#### [What is expected]
The pictures must be left out, while the rest of the data is copied exactly.

#### [Entries shown]

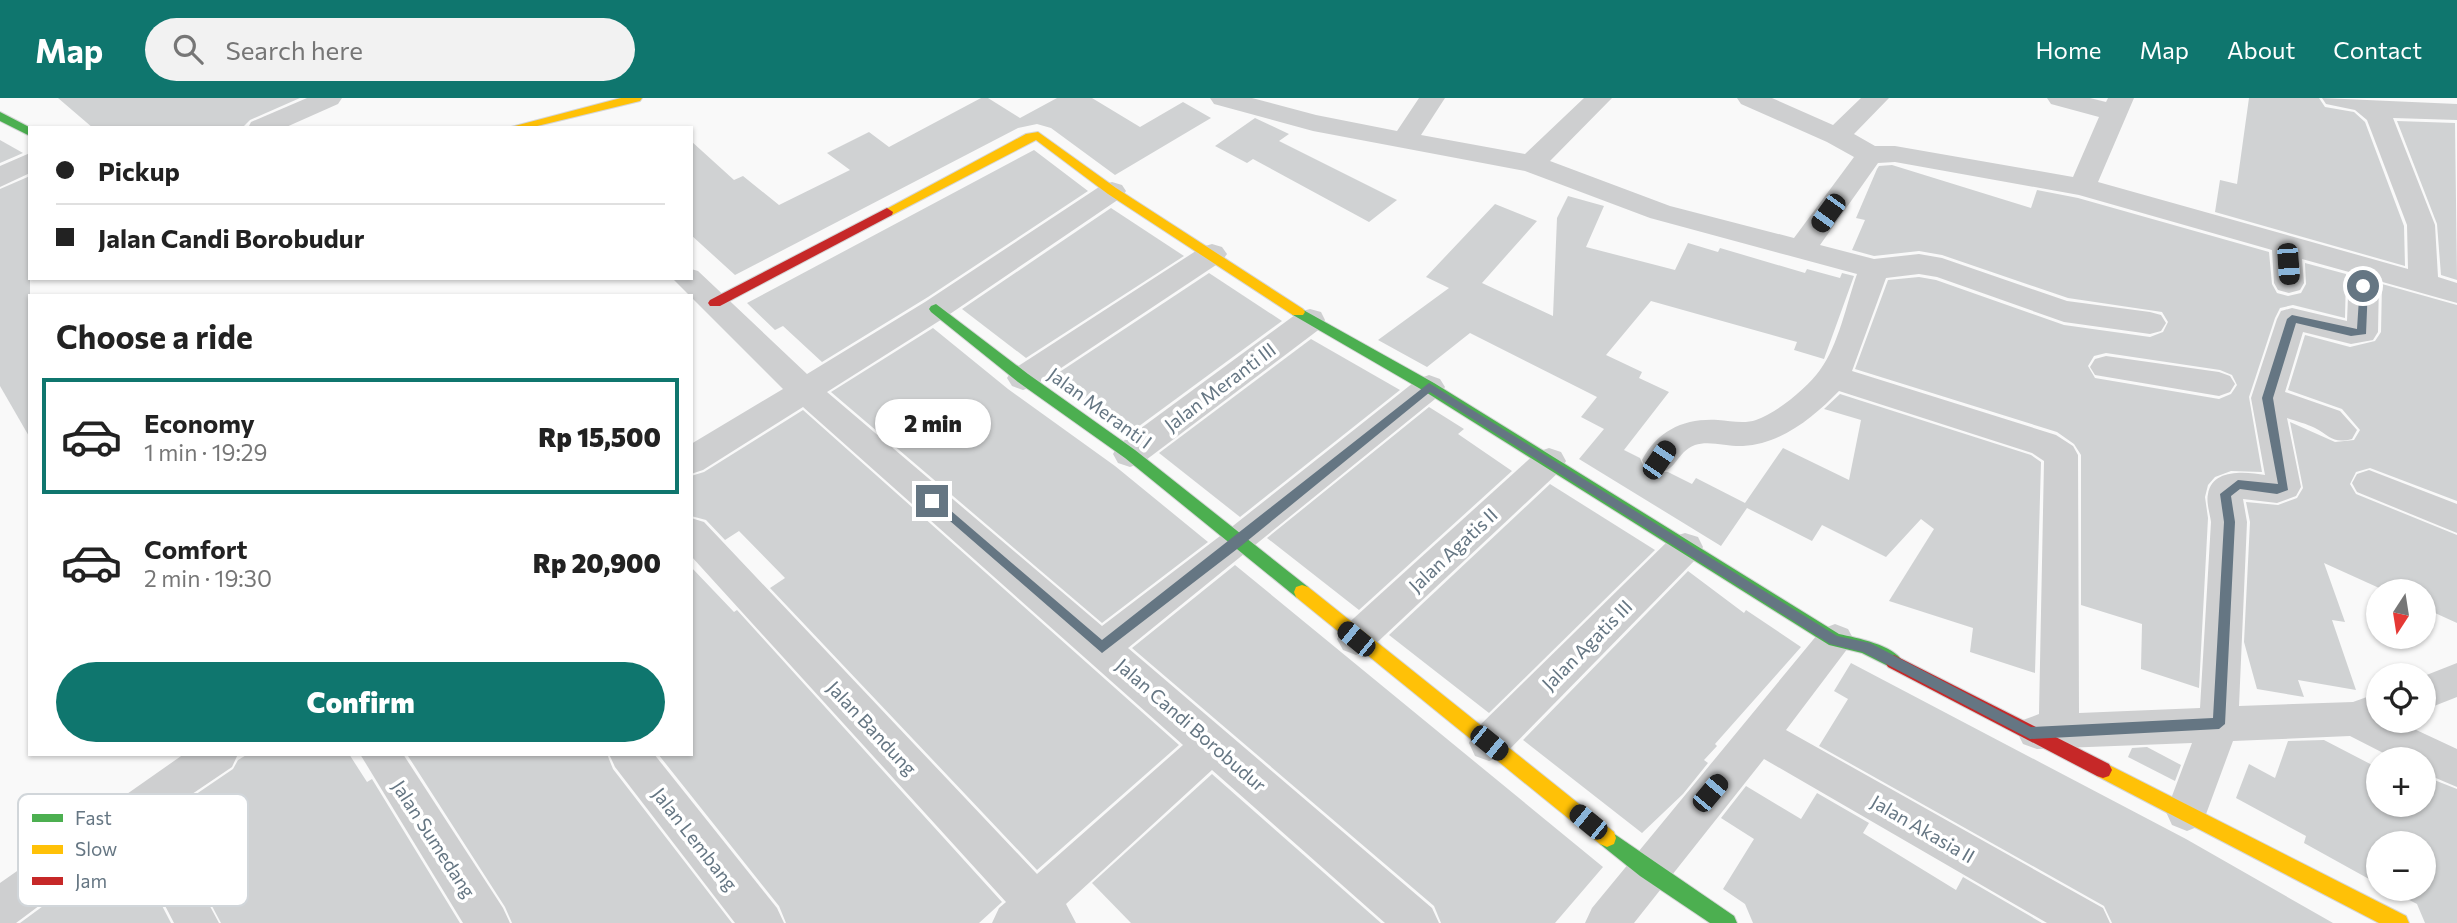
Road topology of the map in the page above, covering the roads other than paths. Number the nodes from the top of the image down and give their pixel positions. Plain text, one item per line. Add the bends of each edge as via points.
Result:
1 (329, 98) edge
2 (636, 98) edge
3 (1223, 98) edge
4 (1432, 98) edge
5 (1599, 98) edge
6 (1750, 98) edge
7 (1876, 98) edge
8 (2060, 98) edge
9 (2335, 98) edge
10 (2117, 105) edge
11 (2372, 109) junction
12 (2457, 112) edge
13 (0, 116) edge
14 (550, 124) edge
15 (266, 126) edge
16 (532, 126) edge
17 (28, 130) edge
18 (1837, 136) junction
19 (1403, 142) junction
20 (1870, 155) junction
21 (28, 162) edge
22 (1531, 164) junction
23 (0, 178) edge
24 (2082, 187) junction
25 (1112, 191) junction
26 (2286, 245) junction
27 (1800, 251) junction
28 (1212, 254) junction
29 (2364, 267) junction
30 (1874, 270) junction
31 (689, 280) edge
32 (2289, 283) dead end
33 (2423, 284) junction
34 (2457, 293) edge
35 (715, 303) junction
36 (936, 309) junction
37 (1310, 320) junction
38 (1833, 377) junction
39 (1023, 378) junction
40 (2219, 384) dead end
41 (1429, 387) junction
42 (805, 391) junction
43 (2267, 398) junction
44 (2340, 430) dead end
45 (1130, 454) junction
46 (693, 460) edge
47 (1659, 460) dead end
48 (1549, 461) junction
49 (2369, 483) dead end
50 (2457, 519) edge
51 (693, 534) edge
52 (1237, 543) junction
53 (1685, 547) junction
54 (1356, 639) junction
55 (1835, 640) junction
56 (1102, 647) junction
57 (2457, 680) edge
58 (2436, 688) edge
59 (2366, 714) edge
60 (2219, 724) junction
61 (2044, 732) junction
62 (2397, 733) edge
63 (1758, 735) junction
64 (1489, 743) junction
65 (1212, 744) junction
66 (215, 756) edge
67 (381, 756) edge
68 (631, 756) edge
69 (2457, 769) edge
70 (158, 794) edge
71 (2187, 812) junction
72 (1647, 870) junction
73 (18, 896) edge
74 (188, 906) edge
75 (0, 909) edge
76 (2344, 909) edge
77 (1034, 917) edge
78 (197, 923) edge
79 (488, 923) edge
80 (762, 923) edge
81 (1417, 923) edge
82 (1607, 923) edge
83 (1727, 923) edge
84 (2088, 923) edge
85 (2399, 923) edge

1 - 15 street
2 - 14 street
3 - 19 street
4 - 19 street
5 - 22 street
6 - 18 street
7 - 18 street
8 - 10 street
9 - 11 street
10 - 24 street
11 - 12 street
11 - 33 street via 2379,116 2418,216
13 - 17 street
14 - 16 street
18 - 20 street
19 - 22 street
20 - 24 street via 1895,154
20 - 27 street
21 - 23 street
22 - 27 street via 1660,212
24 - 26 street
25 - 28 street
25 - 35 street via 1035,135
25 - 36 street
26 - 29 street
26 - 32 street
27 - 30 street
28 - 37 street
28 - 39 street
29 - 33 street
29 - 43 street via 2362,332 2292,319
30 - 38 street
30 - 40 street via 1919,264 1942,268 2064,312 2137,322 2104,376
31 - 35 street, Jalan Candi Borobudur
33 - 34 street
35 - 42 street, Jalan Candi Borobudur
36 - 39 street, Jalan Meranti I
36 - 42 street
37 - 41 street
37 - 45 street, Jalan Meranti III
38 - 47 street via 1782,423 1760,432 1693,432 1672,441
38 - 61 street via 2044,444 2061,455
39 - 45 street, Jalan Meranti I
41 - 48 street
41 - 52 street
42 - 46 street
42 - 56 street, Jalan Candi Borobudur
43 - 44 street via 2328,420
43 - 60 street via 2284,486 2277,490 2238,484 2225,494 2229,522
45 - 52 street, Jalan Meranti I
48 - 53 street
48 - 54 street, Jalan Agatis II
49 - 50 street
51 - 77 street, Jalan Bandung
52 - 54 street, Jalan Meranti I
52 - 56 street
53 - 55 street
53 - 64 street, Jalan Agatis III
54 - 64 street, Jalan Meranti I
55 - 61 street via 1866,647
55 - 63 street
56 - 65 street, Jalan Candi Borobudur
57 - 58 street
59 - 60 street
60 - 61 street
60 - 71 street
61 - 71 street
62 - 69 street
63 - 72 street
63 - 84 street, Jalan Akasia II
64 - 72 street, Jalan Meranti I
65 - 77 street
65 - 81 street, Jalan Candi Borobudur
66 - 70 street
67 - 79 street, Jalan Sumedang
68 - 80 street, Jalan Lembang
71 - 76 street
72 - 82 street
72 - 83 street, Jalan Meranti I
73 - 75 street
74 - 78 street
76 - 85 street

#### [Response area]
Road topology of the map in the page above, covering the roads other than paths. Number the nodes from the top of the image down and give their pixel positions. Plain text, one item per line. Add the bends of each edge as via points.
Result:
1 (329, 98) edge
2 (636, 98) edge
3 (1223, 98) edge
4 (1432, 98) edge
5 (1599, 98) edge
6 (1750, 98) edge
7 (1876, 98) edge
8 (2060, 98) edge
9 (2335, 98) edge
10 (2117, 105) edge
11 (2372, 109) junction
12 (2457, 112) edge
13 (0, 116) edge
14 (550, 124) edge
15 (266, 126) edge
16 (532, 126) edge
17 (28, 130) edge
18 (1837, 136) junction
19 (1403, 142) junction
20 (1870, 155) junction
21 (28, 162) edge
22 (1531, 164) junction
23 (0, 178) edge
24 (2082, 187) junction
25 (1112, 191) junction
26 (2286, 245) junction
27 (1800, 251) junction
28 (1212, 254) junction
29 (2364, 267) junction
30 (1874, 270) junction
31 (689, 280) edge
32 (2289, 283) dead end
33 (2423, 284) junction
34 (2457, 293) edge
35 (715, 303) junction
36 (936, 309) junction
37 (1310, 320) junction
38 (1833, 377) junction
39 (1023, 378) junction
40 (2219, 384) dead end
41 (1429, 387) junction
42 (805, 391) junction
43 (2267, 398) junction
44 (2340, 430) dead end
45 (1130, 454) junction
46 (693, 460) edge
47 (1659, 460) dead end
48 (1549, 461) junction
49 (2369, 483) dead end
50 (2457, 519) edge
51 (693, 534) edge
52 (1237, 543) junction
53 (1685, 547) junction
54 (1356, 639) junction
55 (1835, 640) junction
56 (1102, 647) junction
57 (2457, 680) edge
58 (2436, 688) edge
59 (2366, 714) edge
60 (2219, 724) junction
61 (2044, 732) junction
62 (2397, 733) edge
63 (1758, 735) junction
64 (1489, 743) junction
65 (1212, 744) junction
66 (215, 756) edge
67 (381, 756) edge
68 (631, 756) edge
69 (2457, 769) edge
70 (158, 794) edge
71 (2187, 812) junction
72 (1647, 870) junction
73 (18, 896) edge
74 (188, 906) edge
75 (0, 909) edge
76 (2344, 909) edge
77 (1034, 917) edge
78 (197, 923) edge
79 (488, 923) edge
80 (762, 923) edge
81 (1417, 923) edge
82 (1607, 923) edge
83 (1727, 923) edge
84 (2088, 923) edge
85 (2399, 923) edge

1 - 15 street
2 - 14 street
3 - 19 street
4 - 19 street
5 - 22 street
6 - 18 street
7 - 18 street
8 - 10 street
9 - 11 street
10 - 24 street
11 - 12 street
11 - 33 street via 2379,116 2418,216
13 - 17 street
14 - 16 street
18 - 20 street
19 - 22 street
20 - 24 street via 1895,154
20 - 27 street
21 - 23 street
22 - 27 street via 1660,212
24 - 26 street
25 - 28 street
25 - 35 street via 1035,135
25 - 36 street
26 - 29 street
26 - 32 street
27 - 30 street
28 - 37 street
28 - 39 street
29 - 33 street
29 - 43 street via 2362,332 2292,319
30 - 38 street
30 - 40 street via 1919,264 1942,268 2064,312 2137,322 2104,376
31 - 35 street, Jalan Candi Borobudur
33 - 34 street
35 - 42 street, Jalan Candi Borobudur
36 - 39 street, Jalan Meranti I
36 - 42 street
37 - 41 street
37 - 45 street, Jalan Meranti III
38 - 47 street via 1782,423 1760,432 1693,432 1672,441
38 - 61 street via 2044,444 2061,455
39 - 45 street, Jalan Meranti I
41 - 48 street
41 - 52 street
42 - 46 street
42 - 56 street, Jalan Candi Borobudur
43 - 44 street via 2328,420
43 - 60 street via 2284,486 2277,490 2238,484 2225,494 2229,522
45 - 52 street, Jalan Meranti I
48 - 53 street
48 - 54 street, Jalan Agatis II
49 - 50 street
51 - 77 street, Jalan Bandung
52 - 54 street, Jalan Meranti I
52 - 56 street
53 - 55 street
53 - 64 street, Jalan Agatis III
54 - 64 street, Jalan Meranti I
55 - 61 street via 1866,647
55 - 63 street
56 - 65 street, Jalan Candi Borobudur
57 - 58 street
59 - 60 street
60 - 61 street
60 - 71 street
61 - 71 street
62 - 69 street
63 - 72 street
63 - 84 street, Jalan Akasia II
64 - 72 street, Jalan Meranti I
65 - 77 street
65 - 81 street, Jalan Candi Borobudur
66 - 70 street
67 - 79 street, Jalan Sumedang
68 - 80 street, Jalan Lembang
71 - 76 street
72 - 82 street
72 - 83 street, Jalan Meranti I
73 - 75 street
74 - 78 street
76 - 85 street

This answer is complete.